Unincorporated community in Minnesota, United States

Marcell is an unincorporated community in Marcell Township, Itasca County, Minnesota, United States.

Minnesota State Highways 38 and 286 are two of the main routes in the community.

Marcell is located 28 miles north of Grand Rapids. The community is located within the Chippewa National Forest.

Nearby places include Bigfork, Talmoon, Bowstring, Deer River, and Effie.

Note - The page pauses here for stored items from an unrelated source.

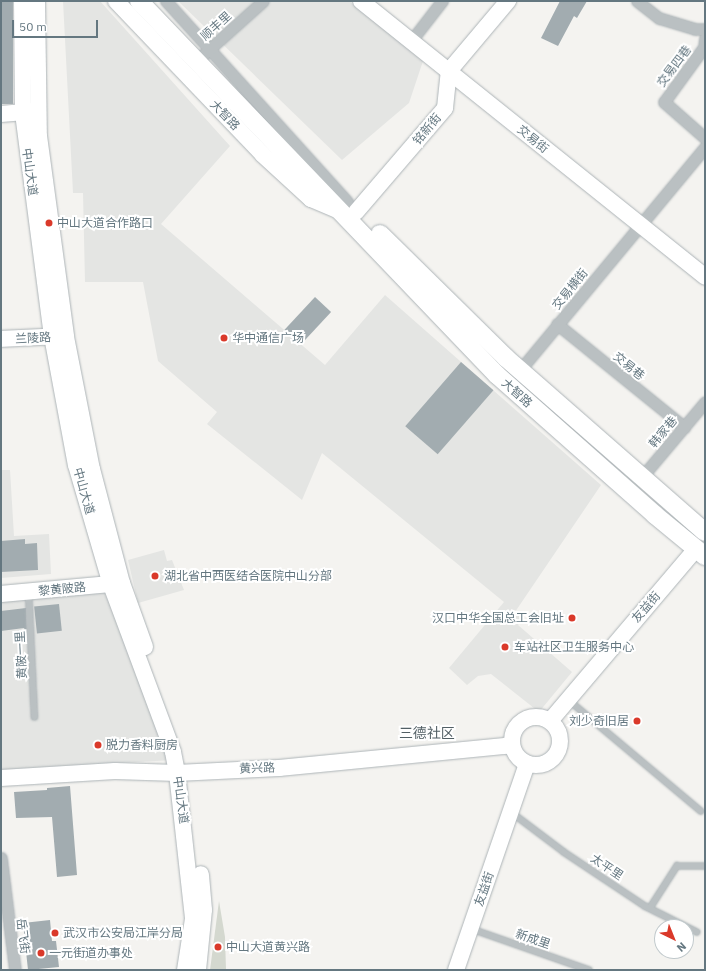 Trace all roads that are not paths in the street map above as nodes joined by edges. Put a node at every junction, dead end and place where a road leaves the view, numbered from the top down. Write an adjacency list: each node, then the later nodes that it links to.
1 (22, 1): 17 (street, 中山大道)
2 (37, 1): 17 (street, 中山大道)
3 (116, 1): 21 (street, 大智路)
4 (139, 1): 21 (main road, 大智路)
5 (155, 1): 15 (main road, 大智路)
6 (166, 1): 15 (street, 大智路)
7 (263, 1): 15 (street, 顺丰里)
8 (361, 1): 14 (street, 交易街)
9 (442, 1): 14 (street)
10 (508, 1): 16 (street)
11 (637, 1): 12 (street)
12 (705, 29)
13 (705, 38): 19 (street, 交易四巷)
14 (411, 41): 16 (street, 交易街)
15 (207, 51): 21 (main road, 大智路)
16 (449, 71): 21 (street, 铭新街); 22 (street, 交易街)
17 (30, 112): 18 (street); 25 (street, 中山大道)
18 (1, 114)
19 (705, 138)
20 (705, 147): 22 (street, 交易横街)
21 (349, 209): 27 (main road, 大智路); 32 (main road, 大智路)
22 (640, 224): 23 (street, 交易街); 24 (street, 交易横街)
23 (705, 277)
24 (557, 324): 27 (street, 交易横街); 29 (street, 交易巷)
25 (59, 336): 26 (street, 兰陵路); 33 (street, 中山大道)
26 (1, 339)
27 (520, 370): 30 (main road, 大智路)
28 (705, 402): 29 (street, 韩家巷)
29 (684, 427): 30 (street, 韩家巷)
30 (641, 478): 31 (main road, 大智路)
31 (705, 532)
32 (701, 552): 36 (street, 友益街)
33 (116, 584): 34 (street, 黎黄陂路); 41 (street, 中山大道)
34 (29, 592): 35 (street, 黎黄陂路); 37 (lane, 黄陂一里)
35 (1, 594)
36 (568, 700): 38 (street, 友益街); 43 (lane)
37 (35, 717)
38 (550, 721): 39 (street); 40 (street)
39 (512, 745): 40 (street); 41 (street, 黄兴路)
40 (527, 764): 44 (street, 友益街)
41 (182, 772): 42 (street, 黄兴路); 51 (street, 中山大道); 52 (street, 中山大道)
42 (1, 778)
43 (702, 811)
44 (511, 812): 47 (lane, 太平里); 48 (street, 友益街)
45 (1, 858): 50 (street, 岳飞街)
46 (705, 866): 47 (lane)
47 (650, 908): 49 (lane, 太平里)
48 (470, 928): 53 (street, 友益街); 54 (lane, 新成里)
49 (697, 932)
50 (15, 970)
51 (185, 970)
52 (198, 970)
53 (456, 970)
54 (589, 970) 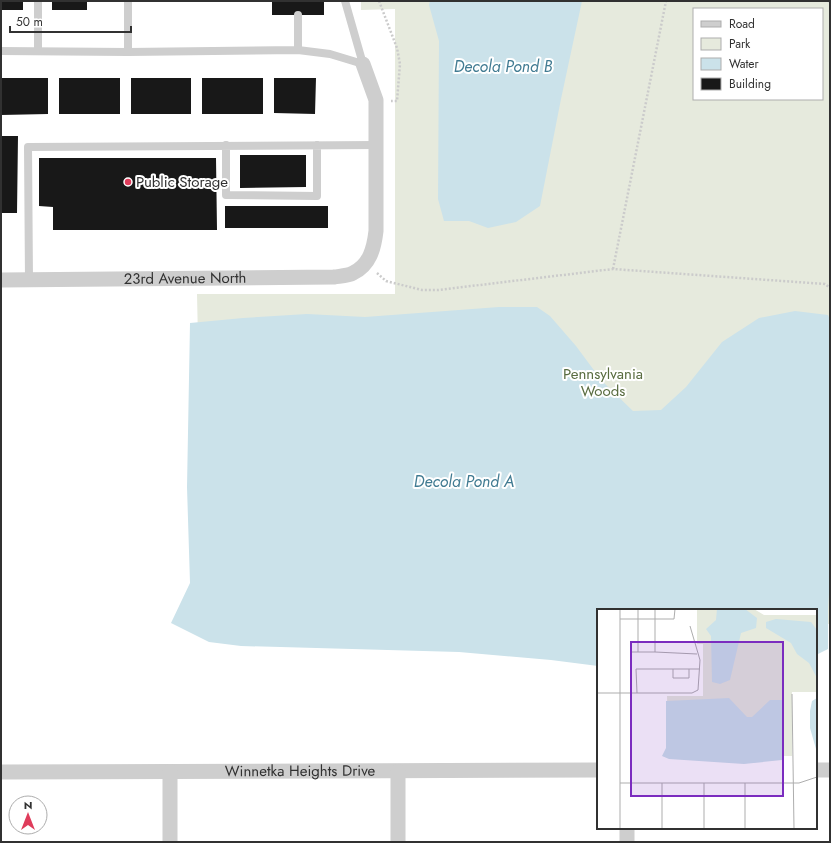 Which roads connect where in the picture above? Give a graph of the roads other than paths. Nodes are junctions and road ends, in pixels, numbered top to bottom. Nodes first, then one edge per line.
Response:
1 (38, 1) edge
2 (128, 1) edge
3 (345, 1) edge
4 (298, 14) dead end
5 (298, 50) junction
6 (1, 51) edge
7 (38, 51) junction
8 (128, 52) junction
9 (363, 64) junction
10 (226, 145) junction
11 (317, 145) junction
12 (376, 145) junction
13 (1, 280) edge
14 (29, 280) junction
15 (597, 770) edge
16 (817, 770) edge
17 (830, 770) edge
18 (1, 772) edge
19 (170, 772) junction
20 (398, 772) junction
21 (627, 829) edge
22 (170, 842) edge
23 (398, 842) edge
24 (627, 842) edge

1 - 7 lane
2 - 8 lane
3 - 9 lane
4 - 5 lane
5 - 8 lane
5 - 9 lane
6 - 7 lane
7 - 8 lane
9 - 12 street
10 - 11 lane
10 - 11 lane
10 - 14 lane
11 - 12 lane
12 - 14 street, 23rd Avenue North
13 - 14 street, 23rd Avenue North
15 - 20 street, Winnetka Heights Drive
16 - 17 street
18 - 19 street, Winnetka Heights Drive
19 - 20 street, Winnetka Heights Drive
19 - 22 street
20 - 23 street
21 - 24 street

Despite its unincorporated status, Marcell appears on most more detailed maps of Minnesota due to the presence of several locally important businesses and the lack of larger communities in the surrounding area. In addition, it has its own post office with the ZIP code 56657.

==History==
Marcell was founded under the name Turtle Lake in 1905. The name was changed to Marcell the following year due to a name conflict with other communities named Turtle Lake. The name Marcell is in honor of Andy Marcell, a conductor on the former Minneapolis and Rainy River Railway, who was involved in a railway accident in the area.

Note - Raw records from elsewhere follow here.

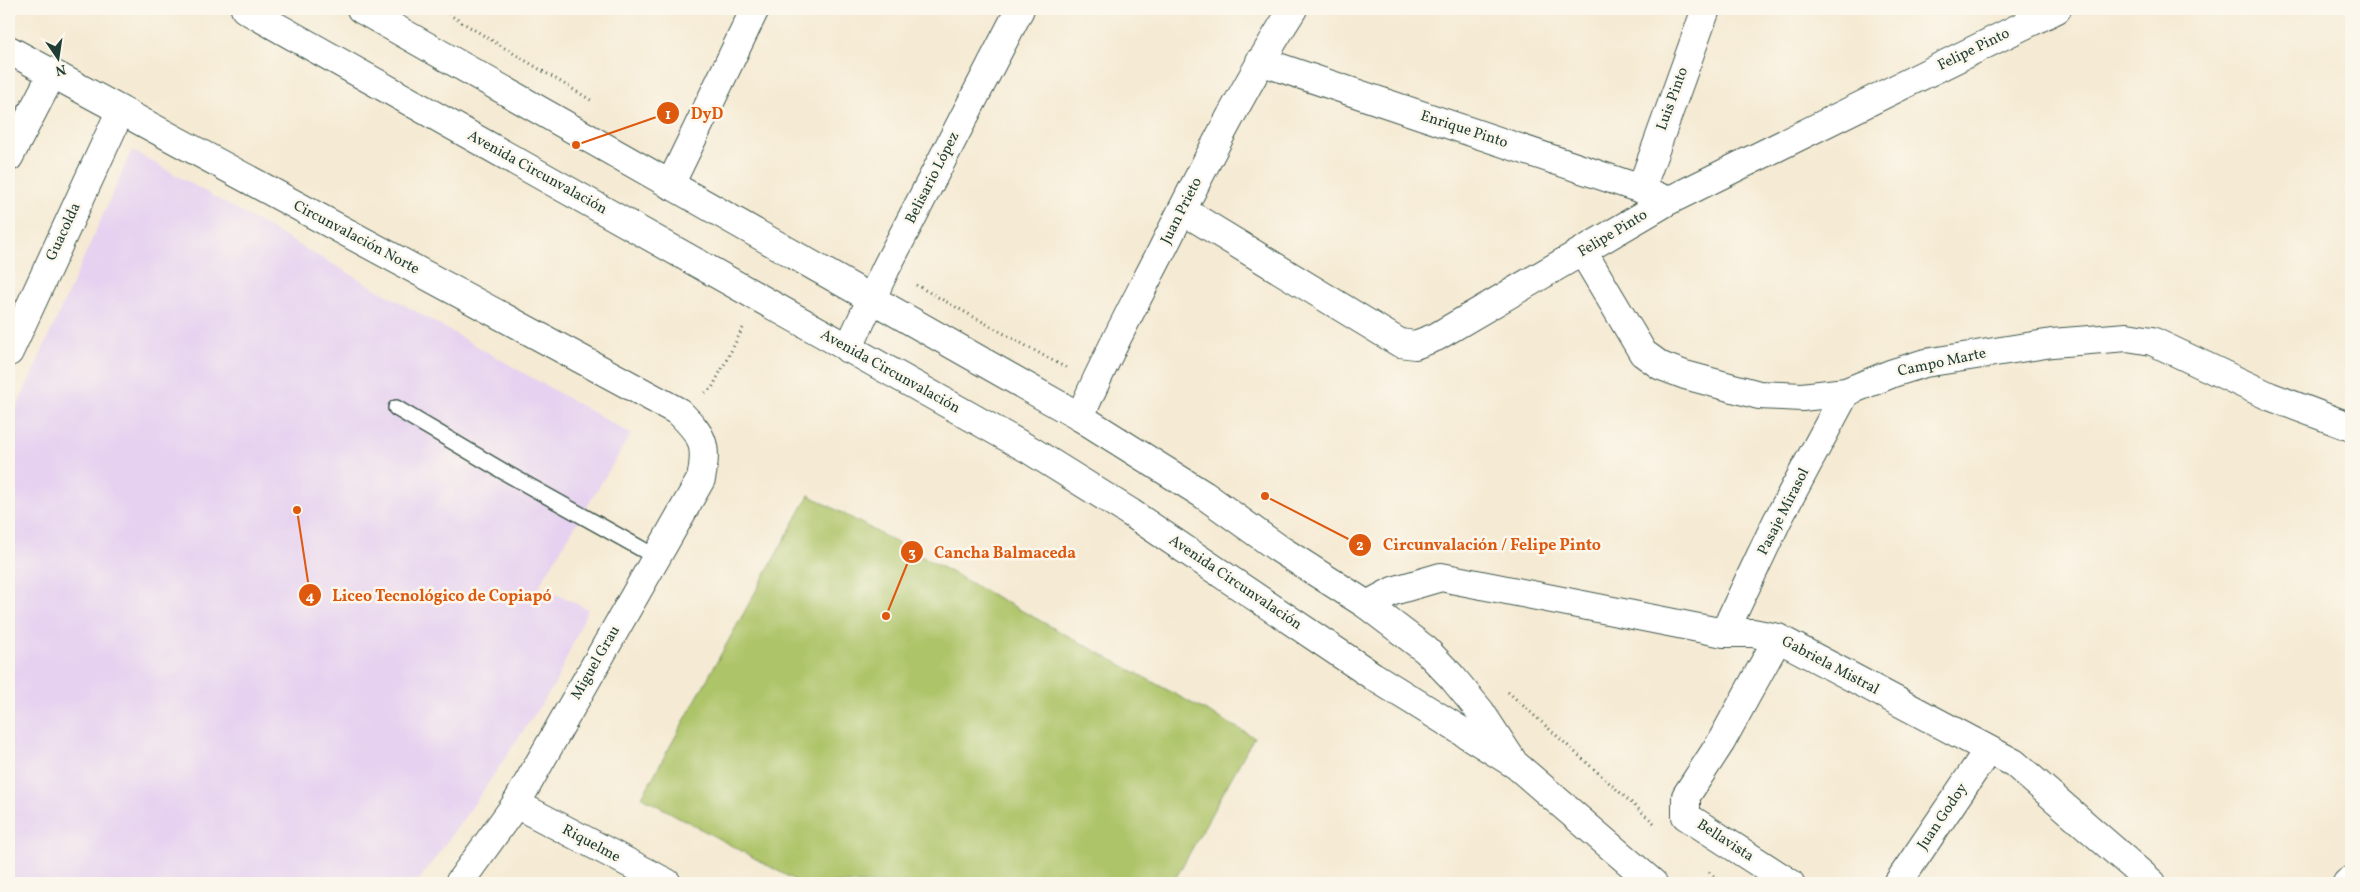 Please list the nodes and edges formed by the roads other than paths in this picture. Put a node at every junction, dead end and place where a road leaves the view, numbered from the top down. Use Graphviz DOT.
graph roads {
  1 [pos="245,9"];
  2 [pos="361,9"];
  3 [pos="755,9"];
  4 [pos="1020,9"];
  5 [pos="1293,9"];
  6 [pos="1706,9"];
  7 [pos="2057,9"];
  8 [pos="9,50"];
  9 [pos="1260,62"];
  10 [pos="52,74"];
  11 [pos="120,112"];
  12 [pos="9,157"];
  13 [pos="670,185"];
  14 [pos="1641,189"];
  15 [pos="1668,201"];
  16 [pos="1182,210"];
  17 [pos="1583,252"];
  18 [pos="872,298"];
  19 [pos="848,349"];
  20 [pos="9,352"];
  21 [pos="1846,392"];
  22 [pos="396,408"];
  23 [pos="1080,417"];
  24 [pos="2351,427"];
  25 [pos="698,432"];
  26 [pos="656,557"];
  27 [pos="1367,605"];
  28 [pos="1724,633"];
  29 [pos="1778,638"];
  30 [pos="1988,750"];
  31 [pos="1516,765"];
  32 [pos="516,804"];
  33 [pos="2351,880"];
  34 [pos="459,883"];
  35 [pos="667,883"];
  36 [pos="1654,883"];
  37 [pos="1790,883"];
  38 [pos="1898,883"];
  39 [pos="2152,883"];
  40 [pos="2347,883"];
  1 -- 19 [label="street, Avenida Circunvalación"];
  2 -- 13 [label="street, Avenida Circunvalación"];
  3 -- 13 [label="street"];
  4 -- 18 [label="street, Belisario López"];
  5 -- 9 [label="street, Juan Prieto"];
  6 -- 14 [label="street, Luis Pinto"];
  7 -- 15 [label="street, Felipe Pinto"];
  8 -- 10 [label="street, Circunvalación Norte"];
  9 -- 14 [label="street, Enrique Pinto"];
  9 -- 16 [label="street, Juan Prieto"];
  10 -- 11 [label="street, Circunvalación Norte"];
  10 -- 12 [label="street"];
  11 -- 20 [label="street, Guacolda"];
  11 -- 25 [label="street, Circunvalación Norte"];
  13 -- 18 [label="street, Avenida Circunvalación"];
  14 -- 15 [label="street, Enrique Pinto"];
  15 -- 17 [label="street, Felipe Pinto"];
  16 -- 17 [label="street, Felipe Pinto"];
  16 -- 23 [label="street, Juan Prieto"];
  17 -- 21 [label="street, Campo Marte"];
  18 -- 19 [label="street, Belisario López"];
  18 -- 23 [label="street, Avenida Circunvalación"];
  19 -- 31 [label="street, Avenida Circunvalación"];
  21 -- 24 [label="street, Campo Marte"];
  21 -- 28 [label="street, Pasaje Mirasol"];
  22 -- 26 [label="lane"];
  23 -- 27 [label="street, Avenida Circunvalación"];
  25 -- 26 [label="street, Miguel Grau"];
  26 -- 32 [label="street, Miguel Grau"];
  27 -- 28 [label="street, Gabriela Mistral"];
  27 -- 31 [label="street, Avenida Circunvalación"];
  28 -- 29 [label="street, Gabriela Mistral"];
  29 -- 30 [label="street, Gabriela Mistral"];
  29 -- 37 [label="street, Bellavista"];
  30 -- 38 [label="street, Juan Godoy"];
  30 -- 39 [label="street, Gabriela Mistral"];
  31 -- 36 [label="street, Avenida Circunvalación"];
  32 -- 34 [label="street, Miguel Grau"];
  32 -- 35 [label="street, Riquelme"];
  33 -- 40 [label="street"];
}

The site of the town center was originally at a store operated by John Lundeen on Big Turtle Lake, but was moved in 1910 to its present location near the railway.

==Climate==

Climate data for Marcell 5NE, Minnesota, 1991–2020 normals, 1981-2020 extremes: 1387ft (423m)
| Month | Jan | Feb | Mar | Apr | May | Jun | Jul | Aug | Sep | Oct | Nov | Dec | Year |
| Record high °F (°C) | 46 (8) | 54 (12) | 64 (18) | 82 (28) | 91 (33) | 92 (33) | 93 (34) | 96 (36) | 91 (33) | 80 (27) | 67 (19) | 50 (10) | 96 (36) |
| Mean maximum °F (°C) | 36.6 (2.6) | 42.8 (6.0) | 55.0 (12.8) | 71.7 (22.1) | 81.4 (27.4) | 85.1 (29.5) | 86.1 (30.1) | 86.5 (30.3) | 81.0 (27.2) | 71.8 (22.1) | 52.6 (11.4) | 38.8 (3.8) | 87.0 (30.6) |
| Mean daily maximum °F (°C) | 15.7 (−9.1) | 22.1 (−5.5) | 35.6 (2.0) | 49.3 (9.6) | 62.9 (17.2) | 71.9 (22.2) | 76.8 (24.9) | 74.8 (23.8) | 66.0 (18.9) | 50.9 (10.5) | 33.9 (1.1) | 21.2 (−6.0) | 48.4 (9.1) |
| Daily mean °F (°C) | 5.5 (−14.7) | 9.7 (−12.4) | 23.8 (−4.6) | 38.1 (3.4) | 51.5 (10.8) | 61.9 (16.6) | 66.3 (19.1) | 64.8 (18.2) | 56.5 (13.6) | 42.7 (5.9) | 26.9 (−2.8) | 13.2 (−10.4) | 38.4 (3.6) |
| Mean daily minimum °F (°C) | −4.7 (−20.4) | −2.6 (−19.2) | 12.0 (−11.1) | 26.9 (−2.8) | 40.2 (4.6) | 51.9 (11.1) | 55.8 (13.2) | 54.8 (12.7) | 46.9 (8.3) | 34.6 (1.4) | 19.9 (−6.7) | 5.1 (−14.9) | 28.4 (−2.0) |
| Mean minimum °F (°C) | −30.1 (−34.5) | −25.1 (−31.7) | −10.0 (−23.3) | 12.9 (−10.6) | 27.3 (−2.6) | 37.9 (3.3) | 45.9 (7.7) | 44.2 (6.8) | 31.7 (−0.2) | 21.9 (−5.6) | 0.3 (−17.6) | −24.3 (−31.3) | −31.6 (−35.3) |
| Record low °F (°C) | −48 (−44) | −51 (−46) | −31 (−35) | −3 (−19) | 19 (−7) | 28 (−2) | 40 (4) | 35 (2) | 26 (−3) | 10 (−12) | −15 (−26) | −39 (−39) | −51 (−46) |
| Average precipitation inches (mm) | 0.91 (23) | 0.77 (20) | 1.32 (34) | 2.20 (56) | 3.15 (80) | 4.21 (107) | 5.90 (150) | 3.46 (88) | 3.71 (94) | 2.66 (68) | 1.57 (40) | 1.26 (32) | 31.12 (792) |
| Average snowfall inches (cm) | 14.10 (35.8) | 10.00 (25.4) | 7.70 (19.6) | 5.20 (13.2) | 0.20 (0.51) | 0.00 (0.00) | 0.00 (0.00) | 0.00 (0.00) | 0.00 (0.00) | 1.20 (3.0) | 12.90 (32.8) | 12.80 (32.5) | 64.1 (162.81) |
Source 1: NOAA
Source 2: XMACIS (temp records & 1981-2010 monthly max/mins)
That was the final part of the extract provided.